◆ Exercise prompt:
Copy the full listing exactly.

____________

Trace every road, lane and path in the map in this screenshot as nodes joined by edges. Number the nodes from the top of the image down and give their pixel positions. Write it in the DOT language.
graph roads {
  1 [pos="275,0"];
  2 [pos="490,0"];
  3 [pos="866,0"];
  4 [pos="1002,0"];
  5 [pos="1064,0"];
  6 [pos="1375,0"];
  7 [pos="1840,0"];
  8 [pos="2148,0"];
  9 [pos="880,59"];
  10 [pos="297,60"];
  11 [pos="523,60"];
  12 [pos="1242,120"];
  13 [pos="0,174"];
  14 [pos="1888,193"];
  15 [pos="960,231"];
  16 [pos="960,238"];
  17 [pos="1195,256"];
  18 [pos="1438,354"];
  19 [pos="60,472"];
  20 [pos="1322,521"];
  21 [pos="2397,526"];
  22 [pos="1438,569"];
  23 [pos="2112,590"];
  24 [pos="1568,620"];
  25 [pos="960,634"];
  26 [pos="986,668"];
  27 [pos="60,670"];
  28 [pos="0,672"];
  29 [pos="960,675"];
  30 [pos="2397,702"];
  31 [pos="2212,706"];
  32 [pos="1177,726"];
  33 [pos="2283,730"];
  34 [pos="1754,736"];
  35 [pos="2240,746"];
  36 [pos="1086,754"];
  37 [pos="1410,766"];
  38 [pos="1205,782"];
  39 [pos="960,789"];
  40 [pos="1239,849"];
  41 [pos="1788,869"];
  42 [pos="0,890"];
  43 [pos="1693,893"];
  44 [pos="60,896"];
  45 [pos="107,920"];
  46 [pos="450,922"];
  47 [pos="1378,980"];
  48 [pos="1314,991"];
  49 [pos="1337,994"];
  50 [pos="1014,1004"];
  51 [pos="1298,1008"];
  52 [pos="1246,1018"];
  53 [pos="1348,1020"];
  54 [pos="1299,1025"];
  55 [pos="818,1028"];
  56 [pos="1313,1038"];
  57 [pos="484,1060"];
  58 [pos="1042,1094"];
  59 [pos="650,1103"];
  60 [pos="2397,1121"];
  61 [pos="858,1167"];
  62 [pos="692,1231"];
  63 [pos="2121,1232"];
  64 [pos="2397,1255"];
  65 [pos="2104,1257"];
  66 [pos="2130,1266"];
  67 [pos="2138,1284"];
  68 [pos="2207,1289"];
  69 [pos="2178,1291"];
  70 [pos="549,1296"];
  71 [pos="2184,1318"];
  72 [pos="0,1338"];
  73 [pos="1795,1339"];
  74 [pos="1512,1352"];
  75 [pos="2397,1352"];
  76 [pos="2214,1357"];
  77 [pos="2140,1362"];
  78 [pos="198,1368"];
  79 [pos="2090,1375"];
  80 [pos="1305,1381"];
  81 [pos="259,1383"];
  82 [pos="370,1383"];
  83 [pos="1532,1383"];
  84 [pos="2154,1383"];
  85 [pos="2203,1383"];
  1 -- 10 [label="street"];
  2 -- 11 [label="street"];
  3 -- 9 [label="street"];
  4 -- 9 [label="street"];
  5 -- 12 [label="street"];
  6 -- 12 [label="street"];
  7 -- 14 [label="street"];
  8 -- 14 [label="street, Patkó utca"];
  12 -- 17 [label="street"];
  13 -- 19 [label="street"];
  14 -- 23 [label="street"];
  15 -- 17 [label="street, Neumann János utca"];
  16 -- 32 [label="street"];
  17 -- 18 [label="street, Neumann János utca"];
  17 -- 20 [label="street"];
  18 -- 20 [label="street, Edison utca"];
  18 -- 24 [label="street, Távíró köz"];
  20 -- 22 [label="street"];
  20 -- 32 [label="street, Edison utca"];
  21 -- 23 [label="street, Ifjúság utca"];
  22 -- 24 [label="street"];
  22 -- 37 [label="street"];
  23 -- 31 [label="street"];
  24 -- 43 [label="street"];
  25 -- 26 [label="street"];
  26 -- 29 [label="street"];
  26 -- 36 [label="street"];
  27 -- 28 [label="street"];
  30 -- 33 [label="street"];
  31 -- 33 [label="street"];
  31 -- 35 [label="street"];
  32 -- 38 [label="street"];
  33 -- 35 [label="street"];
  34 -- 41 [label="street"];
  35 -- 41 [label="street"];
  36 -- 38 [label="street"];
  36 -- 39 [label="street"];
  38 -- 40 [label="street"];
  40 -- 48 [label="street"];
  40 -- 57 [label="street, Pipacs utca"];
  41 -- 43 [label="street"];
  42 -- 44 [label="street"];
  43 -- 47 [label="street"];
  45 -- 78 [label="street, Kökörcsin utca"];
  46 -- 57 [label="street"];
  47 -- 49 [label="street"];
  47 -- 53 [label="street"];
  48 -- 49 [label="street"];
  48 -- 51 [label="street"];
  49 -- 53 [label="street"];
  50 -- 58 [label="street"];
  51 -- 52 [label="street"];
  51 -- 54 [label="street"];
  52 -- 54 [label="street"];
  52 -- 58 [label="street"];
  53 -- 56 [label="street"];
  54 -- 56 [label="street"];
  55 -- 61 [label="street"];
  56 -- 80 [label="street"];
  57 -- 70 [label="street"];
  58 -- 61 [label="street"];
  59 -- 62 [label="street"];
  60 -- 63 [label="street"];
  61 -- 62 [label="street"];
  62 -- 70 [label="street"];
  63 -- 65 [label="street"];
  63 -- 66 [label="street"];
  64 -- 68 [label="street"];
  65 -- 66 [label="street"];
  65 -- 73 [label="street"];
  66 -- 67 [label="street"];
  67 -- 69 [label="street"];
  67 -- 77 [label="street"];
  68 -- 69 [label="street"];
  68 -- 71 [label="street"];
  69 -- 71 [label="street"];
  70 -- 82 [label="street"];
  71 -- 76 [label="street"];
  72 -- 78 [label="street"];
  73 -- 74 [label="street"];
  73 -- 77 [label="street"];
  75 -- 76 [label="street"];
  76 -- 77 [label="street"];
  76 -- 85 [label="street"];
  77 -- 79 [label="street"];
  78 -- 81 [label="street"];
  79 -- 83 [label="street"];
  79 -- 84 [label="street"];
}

____________

◆ Answer below:
Trace every road, lane and path in the map in this screenshot as nodes joined by edges. Number the nodes from the top of the image down and give their pixel positions. Write it in the DOT language.
graph roads {
  1 [pos="275,0"];
  2 [pos="490,0"];
  3 [pos="866,0"];
  4 [pos="1002,0"];
  5 [pos="1064,0"];
  6 [pos="1375,0"];
  7 [pos="1840,0"];
  8 [pos="2148,0"];
  9 [pos="880,59"];
  10 [pos="297,60"];
  11 [pos="523,60"];
  12 [pos="1242,120"];
  13 [pos="0,174"];
  14 [pos="1888,193"];
  15 [pos="960,231"];
  16 [pos="960,238"];
  17 [pos="1195,256"];
  18 [pos="1438,354"];
  19 [pos="60,472"];
  20 [pos="1322,521"];
  21 [pos="2397,526"];
  22 [pos="1438,569"];
  23 [pos="2112,590"];
  24 [pos="1568,620"];
  25 [pos="960,634"];
  26 [pos="986,668"];
  27 [pos="60,670"];
  28 [pos="0,672"];
  29 [pos="960,675"];
  30 [pos="2397,702"];
  31 [pos="2212,706"];
  32 [pos="1177,726"];
  33 [pos="2283,730"];
  34 [pos="1754,736"];
  35 [pos="2240,746"];
  36 [pos="1086,754"];
  37 [pos="1410,766"];
  38 [pos="1205,782"];
  39 [pos="960,789"];
  40 [pos="1239,849"];
  41 [pos="1788,869"];
  42 [pos="0,890"];
  43 [pos="1693,893"];
  44 [pos="60,896"];
  45 [pos="107,920"];
  46 [pos="450,922"];
  47 [pos="1378,980"];
  48 [pos="1314,991"];
  49 [pos="1337,994"];
  50 [pos="1014,1004"];
  51 [pos="1298,1008"];
  52 [pos="1246,1018"];
  53 [pos="1348,1020"];
  54 [pos="1299,1025"];
  55 [pos="818,1028"];
  56 [pos="1313,1038"];
  57 [pos="484,1060"];
  58 [pos="1042,1094"];
  59 [pos="650,1103"];
  60 [pos="2397,1121"];
  61 [pos="858,1167"];
  62 [pos="692,1231"];
  63 [pos="2121,1232"];
  64 [pos="2397,1255"];
  65 [pos="2104,1257"];
  66 [pos="2130,1266"];
  67 [pos="2138,1284"];
  68 [pos="2207,1289"];
  69 [pos="2178,1291"];
  70 [pos="549,1296"];
  71 [pos="2184,1318"];
  72 [pos="0,1338"];
  73 [pos="1795,1339"];
  74 [pos="1512,1352"];
  75 [pos="2397,1352"];
  76 [pos="2214,1357"];
  77 [pos="2140,1362"];
  78 [pos="198,1368"];
  79 [pos="2090,1375"];
  80 [pos="1305,1381"];
  81 [pos="259,1383"];
  82 [pos="370,1383"];
  83 [pos="1532,1383"];
  84 [pos="2154,1383"];
  85 [pos="2203,1383"];
  1 -- 10 [label="street"];
  2 -- 11 [label="street"];
  3 -- 9 [label="street"];
  4 -- 9 [label="street"];
  5 -- 12 [label="street"];
  6 -- 12 [label="street"];
  7 -- 14 [label="street"];
  8 -- 14 [label="street, Patkó utca"];
  12 -- 17 [label="street"];
  13 -- 19 [label="street"];
  14 -- 23 [label="street"];
  15 -- 17 [label="street, Neumann János utca"];
  16 -- 32 [label="street"];
  17 -- 18 [label="street, Neumann János utca"];
  17 -- 20 [label="street"];
  18 -- 20 [label="street, Edison utca"];
  18 -- 24 [label="street, Távíró köz"];
  20 -- 22 [label="street"];
  20 -- 32 [label="street, Edison utca"];
  21 -- 23 [label="street, Ifjúság utca"];
  22 -- 24 [label="street"];
  22 -- 37 [label="street"];
  23 -- 31 [label="street"];
  24 -- 43 [label="street"];
  25 -- 26 [label="street"];
  26 -- 29 [label="street"];
  26 -- 36 [label="street"];
  27 -- 28 [label="street"];
  30 -- 33 [label="street"];
  31 -- 33 [label="street"];
  31 -- 35 [label="street"];
  32 -- 38 [label="street"];
  33 -- 35 [label="street"];
  34 -- 41 [label="street"];
  35 -- 41 [label="street"];
  36 -- 38 [label="street"];
  36 -- 39 [label="street"];
  38 -- 40 [label="street"];
  40 -- 48 [label="street"];
  40 -- 57 [label="street, Pipacs utca"];
  41 -- 43 [label="street"];
  42 -- 44 [label="street"];
  43 -- 47 [label="street"];
  45 -- 78 [label="street, Kökörcsin utca"];
  46 -- 57 [label="street"];
  47 -- 49 [label="street"];
  47 -- 53 [label="street"];
  48 -- 49 [label="street"];
  48 -- 51 [label="street"];
  49 -- 53 [label="street"];
  50 -- 58 [label="street"];
  51 -- 52 [label="street"];
  51 -- 54 [label="street"];
  52 -- 54 [label="street"];
  52 -- 58 [label="street"];
  53 -- 56 [label="street"];
  54 -- 56 [label="street"];
  55 -- 61 [label="street"];
  56 -- 80 [label="street"];
  57 -- 70 [label="street"];
  58 -- 61 [label="street"];
  59 -- 62 [label="street"];
  60 -- 63 [label="street"];
  61 -- 62 [label="street"];
  62 -- 70 [label="street"];
  63 -- 65 [label="street"];
  63 -- 66 [label="street"];
  64 -- 68 [label="street"];
  65 -- 66 [label="street"];
  65 -- 73 [label="street"];
  66 -- 67 [label="street"];
  67 -- 69 [label="street"];
  67 -- 77 [label="street"];
  68 -- 69 [label="street"];
  68 -- 71 [label="street"];
  69 -- 71 [label="street"];
  70 -- 82 [label="street"];
  71 -- 76 [label="street"];
  72 -- 78 [label="street"];
  73 -- 74 [label="street"];
  73 -- 77 [label="street"];
  75 -- 76 [label="street"];
  76 -- 77 [label="street"];
  76 -- 85 [label="street"];
  77 -- 79 [label="street"];
  78 -- 81 [label="street"];
  79 -- 83 [label="street"];
  79 -- 84 [label="street"];
}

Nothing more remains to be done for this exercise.